Let's do some quick math. Air has a density of about 1.3 g/L and hydrogen has a density of about 0.09 g/L. The best case for lifting force would be storing the hydrogen at the same pressure as the surrounding air. This means that every L of hydrogen can displace 1.21 g of air, reducing the density of the aircraft. The amount of air displaced by the aircraft (and therefore the buoyancy) would not change, but the density of the aircraft in that space would decrease. This would decrease the lift needed, but let's see by how much.

The greatest amount of free volume in an aircraft (that isn't part of the pressurized section of the fuselage) is the fuel tanks. An A380 has a fuel capacity of about 323,000 L. If we consider filling half of that with hydrogen, this would result in a total reduction of about 190 kg. An A380 has a max takeoff weight of 575,000 kg. This change would help but would be very small compared to the total lift needed.

As David Richerby points out, hydrogen needed as fuel would need to be pressurized (if not liquified) to fit enough onboard. This would increase the density above that of any displaced air, which would instead add weight to the aircraft.

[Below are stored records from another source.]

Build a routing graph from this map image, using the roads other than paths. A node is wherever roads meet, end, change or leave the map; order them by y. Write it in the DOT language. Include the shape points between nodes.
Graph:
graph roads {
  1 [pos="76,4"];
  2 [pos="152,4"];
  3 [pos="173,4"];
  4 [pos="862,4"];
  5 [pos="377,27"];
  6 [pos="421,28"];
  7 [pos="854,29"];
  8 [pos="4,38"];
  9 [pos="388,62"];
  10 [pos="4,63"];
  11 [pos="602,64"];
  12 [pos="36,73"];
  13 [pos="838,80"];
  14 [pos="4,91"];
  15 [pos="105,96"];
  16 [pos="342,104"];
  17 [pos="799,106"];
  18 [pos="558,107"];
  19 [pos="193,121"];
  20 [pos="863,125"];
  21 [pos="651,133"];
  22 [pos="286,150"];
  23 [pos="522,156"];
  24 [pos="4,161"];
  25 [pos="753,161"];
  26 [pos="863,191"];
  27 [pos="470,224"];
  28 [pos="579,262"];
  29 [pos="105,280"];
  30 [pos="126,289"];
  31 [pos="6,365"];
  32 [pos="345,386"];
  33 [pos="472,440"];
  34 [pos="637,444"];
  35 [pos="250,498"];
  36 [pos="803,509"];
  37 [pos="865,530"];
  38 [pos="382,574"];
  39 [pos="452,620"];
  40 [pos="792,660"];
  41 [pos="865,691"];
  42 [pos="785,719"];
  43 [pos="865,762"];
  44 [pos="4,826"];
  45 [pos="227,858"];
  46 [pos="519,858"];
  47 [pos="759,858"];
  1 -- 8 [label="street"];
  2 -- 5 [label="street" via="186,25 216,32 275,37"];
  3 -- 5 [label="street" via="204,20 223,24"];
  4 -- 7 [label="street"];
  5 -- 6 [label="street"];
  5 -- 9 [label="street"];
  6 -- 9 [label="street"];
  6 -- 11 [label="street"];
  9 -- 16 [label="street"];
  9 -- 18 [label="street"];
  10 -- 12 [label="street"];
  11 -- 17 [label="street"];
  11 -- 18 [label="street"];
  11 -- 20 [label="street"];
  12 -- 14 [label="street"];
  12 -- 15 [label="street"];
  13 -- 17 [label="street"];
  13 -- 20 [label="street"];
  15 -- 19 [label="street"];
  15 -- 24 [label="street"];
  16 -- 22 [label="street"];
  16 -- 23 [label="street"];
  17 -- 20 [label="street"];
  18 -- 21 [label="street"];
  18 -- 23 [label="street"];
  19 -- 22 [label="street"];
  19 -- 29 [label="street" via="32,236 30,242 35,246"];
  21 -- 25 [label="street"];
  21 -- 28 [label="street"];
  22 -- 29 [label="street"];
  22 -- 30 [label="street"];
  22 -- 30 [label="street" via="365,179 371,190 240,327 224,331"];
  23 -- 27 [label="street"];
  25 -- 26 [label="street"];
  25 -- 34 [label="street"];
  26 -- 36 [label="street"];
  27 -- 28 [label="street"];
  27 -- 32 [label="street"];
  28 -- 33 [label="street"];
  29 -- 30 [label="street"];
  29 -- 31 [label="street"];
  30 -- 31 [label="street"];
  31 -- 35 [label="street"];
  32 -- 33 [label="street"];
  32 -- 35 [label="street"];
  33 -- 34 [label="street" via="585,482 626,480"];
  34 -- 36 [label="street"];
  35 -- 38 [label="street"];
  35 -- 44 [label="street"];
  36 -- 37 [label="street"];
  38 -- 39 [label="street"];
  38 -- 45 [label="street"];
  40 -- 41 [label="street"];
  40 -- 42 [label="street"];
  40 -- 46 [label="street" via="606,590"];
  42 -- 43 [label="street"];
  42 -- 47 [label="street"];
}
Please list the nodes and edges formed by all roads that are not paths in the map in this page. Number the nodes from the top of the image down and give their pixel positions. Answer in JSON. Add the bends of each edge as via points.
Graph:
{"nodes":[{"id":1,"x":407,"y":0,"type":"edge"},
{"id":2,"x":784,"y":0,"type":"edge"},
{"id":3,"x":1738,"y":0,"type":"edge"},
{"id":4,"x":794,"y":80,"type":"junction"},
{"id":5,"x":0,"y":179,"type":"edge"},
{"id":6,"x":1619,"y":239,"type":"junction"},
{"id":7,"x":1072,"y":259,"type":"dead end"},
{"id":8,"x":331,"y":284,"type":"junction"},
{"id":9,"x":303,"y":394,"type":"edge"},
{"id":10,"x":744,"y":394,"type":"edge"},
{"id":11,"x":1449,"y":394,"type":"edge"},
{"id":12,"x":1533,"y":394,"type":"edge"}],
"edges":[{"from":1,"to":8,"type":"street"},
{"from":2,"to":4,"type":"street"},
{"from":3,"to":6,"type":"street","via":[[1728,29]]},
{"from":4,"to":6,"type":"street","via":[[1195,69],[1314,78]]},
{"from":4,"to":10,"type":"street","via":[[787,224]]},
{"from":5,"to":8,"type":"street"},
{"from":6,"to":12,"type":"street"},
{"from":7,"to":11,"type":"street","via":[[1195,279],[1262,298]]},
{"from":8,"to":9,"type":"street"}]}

Perhaps the hydrogen could be produced instead of stored. Newer aircraft do have something called an OBIGGS, or onboard inert gas generating system. This system generates nitrogen which is used to fill the space in fuel tanks after the fuel is used. Being an inert gas, nitrogen can lower the amount of oxygen in the space below what would be required for ignition of the fuel vapors.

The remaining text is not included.